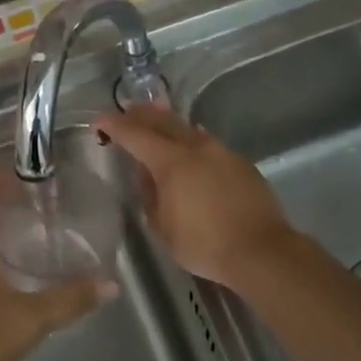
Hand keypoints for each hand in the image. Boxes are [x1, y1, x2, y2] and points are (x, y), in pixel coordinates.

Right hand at [94, 104, 294, 289]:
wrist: (261, 251)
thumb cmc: (204, 244)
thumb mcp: (162, 226)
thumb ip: (149, 195)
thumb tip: (146, 175)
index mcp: (171, 162)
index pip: (135, 135)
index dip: (114, 125)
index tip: (99, 121)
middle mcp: (196, 147)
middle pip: (163, 121)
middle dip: (141, 114)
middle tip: (126, 109)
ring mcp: (222, 152)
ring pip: (188, 129)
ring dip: (168, 122)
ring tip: (156, 117)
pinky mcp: (240, 163)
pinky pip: (208, 143)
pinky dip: (191, 138)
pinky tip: (190, 143)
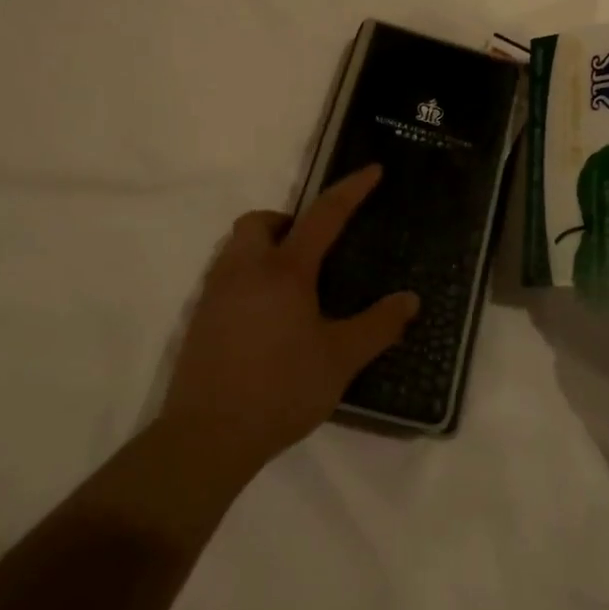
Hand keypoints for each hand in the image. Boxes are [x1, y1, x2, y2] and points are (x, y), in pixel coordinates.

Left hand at [164, 166, 418, 479]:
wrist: (205, 438)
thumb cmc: (280, 390)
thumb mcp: (341, 359)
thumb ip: (378, 326)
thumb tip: (410, 300)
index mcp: (285, 271)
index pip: (323, 215)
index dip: (351, 190)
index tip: (372, 170)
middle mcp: (245, 270)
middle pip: (259, 221)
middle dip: (287, 222)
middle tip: (312, 251)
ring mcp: (216, 294)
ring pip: (237, 248)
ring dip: (265, 249)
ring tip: (292, 286)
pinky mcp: (198, 320)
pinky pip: (225, 277)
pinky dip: (248, 278)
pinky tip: (265, 318)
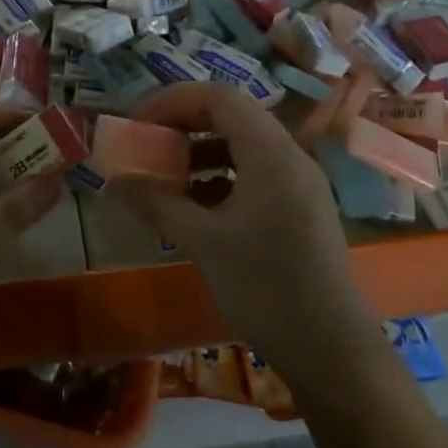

§ What is being asked
Keep every word of the records above exactly, and return them with no pictures.

§ Written answer
Hand keypoints for each hand in the image. Boxes are [x1, y1, x2, y2] and points are (x, y), in pixel coordinates.

Right hand at [94, 104, 294, 289]:
wrist: (261, 251)
thumb cmc: (204, 244)
thumb mcp: (162, 226)
thumb ip: (149, 195)
thumb tip: (146, 175)
index mcp: (171, 162)
index pip: (135, 135)
index dip: (114, 125)
index tip: (99, 121)
middle mcp: (196, 147)
middle pip: (163, 121)
middle dip: (141, 114)
middle tip: (126, 109)
ring mcp: (222, 152)
ring pip: (188, 129)
ring dip: (168, 122)
ring tip: (156, 117)
pinky mcp: (240, 163)
pinky pip: (208, 143)
pinky dip: (191, 138)
pinky tip: (190, 143)
Hand keypoints for each hand in the image. Boxes are [x1, y1, x2, y2] and points are (x, y), in pixel coordinates.

Left hand at [164, 166, 418, 479]:
wrist: (205, 438)
thumb cmc: (280, 390)
thumb mcp: (341, 359)
thumb ip: (378, 326)
thumb tip: (410, 300)
index mcp: (285, 271)
index pip: (323, 215)
index dip: (351, 190)
index tip: (372, 170)
middle mcp: (245, 270)
middle pip: (259, 221)
middle dip: (287, 222)
middle tip: (312, 251)
ring mcp: (216, 294)
ring pip: (237, 248)
ring dip: (265, 249)
ring tip: (292, 286)
pinky mcp: (198, 320)
pinky pip: (225, 277)
pinky dip: (248, 278)
pinky tip: (265, 318)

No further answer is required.